Дома, по вечерам, папа ставит их обувь в один уголок, вешает их плащи на один крюк. Мари-Лора проходит по шести шершавым полоскам, наклеенным на кухонную плитку, и оказывается у стола; оттуда протянут шнур, по которому она добирается до уборной. Папа подает еду на круглой тарелке и рассказывает, где что лежит, как если бы тарелка была циферблатом. Картошка на шести часах, ma chérie, шампиньоны на трех. Потом закуривает и идет точить свои макеты на верстаке в углу кухни. Он строит макет всего их района: домики с витринами, водосточные желоба, laverie, boulangerie[6] и скверик с четырьмя скамейками и десятью деревьями. Теплыми вечерами Мари-Лора распахивает окно спальни и слушает, как тихая и мирная ночь ложится на балконы, фронтоны и печные трубы, пока дома на улице и макеты на отцовском верстаке не сливаются в одно.
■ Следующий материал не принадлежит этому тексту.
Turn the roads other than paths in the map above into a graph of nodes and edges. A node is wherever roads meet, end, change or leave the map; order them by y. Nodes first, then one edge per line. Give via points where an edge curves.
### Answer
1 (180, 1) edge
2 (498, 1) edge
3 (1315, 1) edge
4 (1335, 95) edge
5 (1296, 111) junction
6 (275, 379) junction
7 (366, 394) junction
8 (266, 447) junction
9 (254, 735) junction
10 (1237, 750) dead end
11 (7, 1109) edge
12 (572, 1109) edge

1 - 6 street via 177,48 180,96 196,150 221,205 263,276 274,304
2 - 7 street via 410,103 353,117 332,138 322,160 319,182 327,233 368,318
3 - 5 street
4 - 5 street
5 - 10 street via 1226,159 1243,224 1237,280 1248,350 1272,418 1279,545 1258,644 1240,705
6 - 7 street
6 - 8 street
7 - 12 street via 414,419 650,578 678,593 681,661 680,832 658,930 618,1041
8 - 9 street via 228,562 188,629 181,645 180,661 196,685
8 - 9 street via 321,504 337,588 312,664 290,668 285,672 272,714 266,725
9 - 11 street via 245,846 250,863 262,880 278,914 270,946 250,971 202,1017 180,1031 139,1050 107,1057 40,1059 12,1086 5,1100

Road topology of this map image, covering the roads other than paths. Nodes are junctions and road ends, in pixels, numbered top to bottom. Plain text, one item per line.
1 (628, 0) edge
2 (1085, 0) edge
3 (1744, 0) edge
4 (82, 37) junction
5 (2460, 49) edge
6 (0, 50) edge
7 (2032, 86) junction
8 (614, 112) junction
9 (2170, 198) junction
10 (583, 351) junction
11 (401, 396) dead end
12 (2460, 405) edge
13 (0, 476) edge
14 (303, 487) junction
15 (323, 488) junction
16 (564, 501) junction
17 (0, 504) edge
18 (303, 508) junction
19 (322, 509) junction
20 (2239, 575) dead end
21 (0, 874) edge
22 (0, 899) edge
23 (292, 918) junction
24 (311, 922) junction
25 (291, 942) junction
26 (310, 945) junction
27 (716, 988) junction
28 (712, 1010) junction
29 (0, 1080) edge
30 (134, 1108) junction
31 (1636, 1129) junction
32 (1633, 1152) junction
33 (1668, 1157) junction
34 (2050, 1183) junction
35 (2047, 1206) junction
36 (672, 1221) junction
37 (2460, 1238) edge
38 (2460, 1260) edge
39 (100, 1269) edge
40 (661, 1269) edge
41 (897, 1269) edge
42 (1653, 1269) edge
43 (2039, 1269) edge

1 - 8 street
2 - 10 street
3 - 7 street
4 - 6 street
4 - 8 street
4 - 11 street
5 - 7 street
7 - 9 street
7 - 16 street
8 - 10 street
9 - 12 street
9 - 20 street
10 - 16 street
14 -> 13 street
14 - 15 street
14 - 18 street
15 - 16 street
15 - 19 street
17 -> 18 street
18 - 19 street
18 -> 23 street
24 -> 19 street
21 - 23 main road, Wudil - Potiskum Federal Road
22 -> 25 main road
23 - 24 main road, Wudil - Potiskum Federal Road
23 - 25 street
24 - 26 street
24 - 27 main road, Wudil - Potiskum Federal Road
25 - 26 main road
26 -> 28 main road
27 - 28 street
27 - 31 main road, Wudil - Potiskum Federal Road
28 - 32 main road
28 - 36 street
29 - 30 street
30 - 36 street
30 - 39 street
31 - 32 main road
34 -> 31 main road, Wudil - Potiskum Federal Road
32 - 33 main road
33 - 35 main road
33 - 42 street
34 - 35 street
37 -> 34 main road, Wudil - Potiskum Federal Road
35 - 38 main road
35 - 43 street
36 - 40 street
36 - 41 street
По вторникам музей закрыт. Мари-Лора с отцом спят допоздна, пьют сладкий-пресладкий кофе. Идут гулять в Пантеон, или на цветочный рынок, или вдоль Сены. Довольно часто заходят в книжную лавку. Папа дает ей в руки словарь, газету, журнал с фотографиями.
– Сколько тут страниц, Мари-Лора?
– Пятьдесят две? – говорит она, проведя пальцем по обрезу. Или: – Семьсот пять? – Или: – Сто тридцать девять?
Папа убирает ей волосы за уши, берет ее на руки и поднимает высоко-высоко. Говорит, что она его émerveillement[7]. И что он никогда-никогда ее не оставит, даже и через миллион лет.
Радиоприемник
Вернеру восемь, и он роется в мусоре за складским навесом, когда ему попадается что-то вроде катушки. Это обмотанная проволокой трубка, зажатая между двумя деревянными дисками. Сверху болтаются три проводка, из них один – с наушником.
Шестилетняя Ютта (круглое личико под шапкой белых волос) сидит на корточках рядом с братом.
– Что это?
– По-моему, – отвечает Вернер, чувствуя себя так, будто перед ним вдруг распахнули райскую кладовую, – мы нашли приемник.
До сих пор он видел радиоприемники лишь издали: большой полированный за тюлевыми занавесками в доме у важного начальника, портативный в шахтерском общежитии и еще один в доме при церкви.
Они с Юттой относят приемник в дом номер три по Викторияштрассе и разглядывают под электрической лампочкой. Протирают дочиста, распутывают проводки, смывают с наушника грязь.
Приемник не работает. Другие дети подходят, стоят за спиной и дивятся, затем теряют интерес и решают, что чинить тут нечего. Однако Вернер уносит его к себе на чердак и возится с ним много часов. Отсоединяет все, что можно отсоединить, раскладывает детали на полу, одну за другой подносит их к свету.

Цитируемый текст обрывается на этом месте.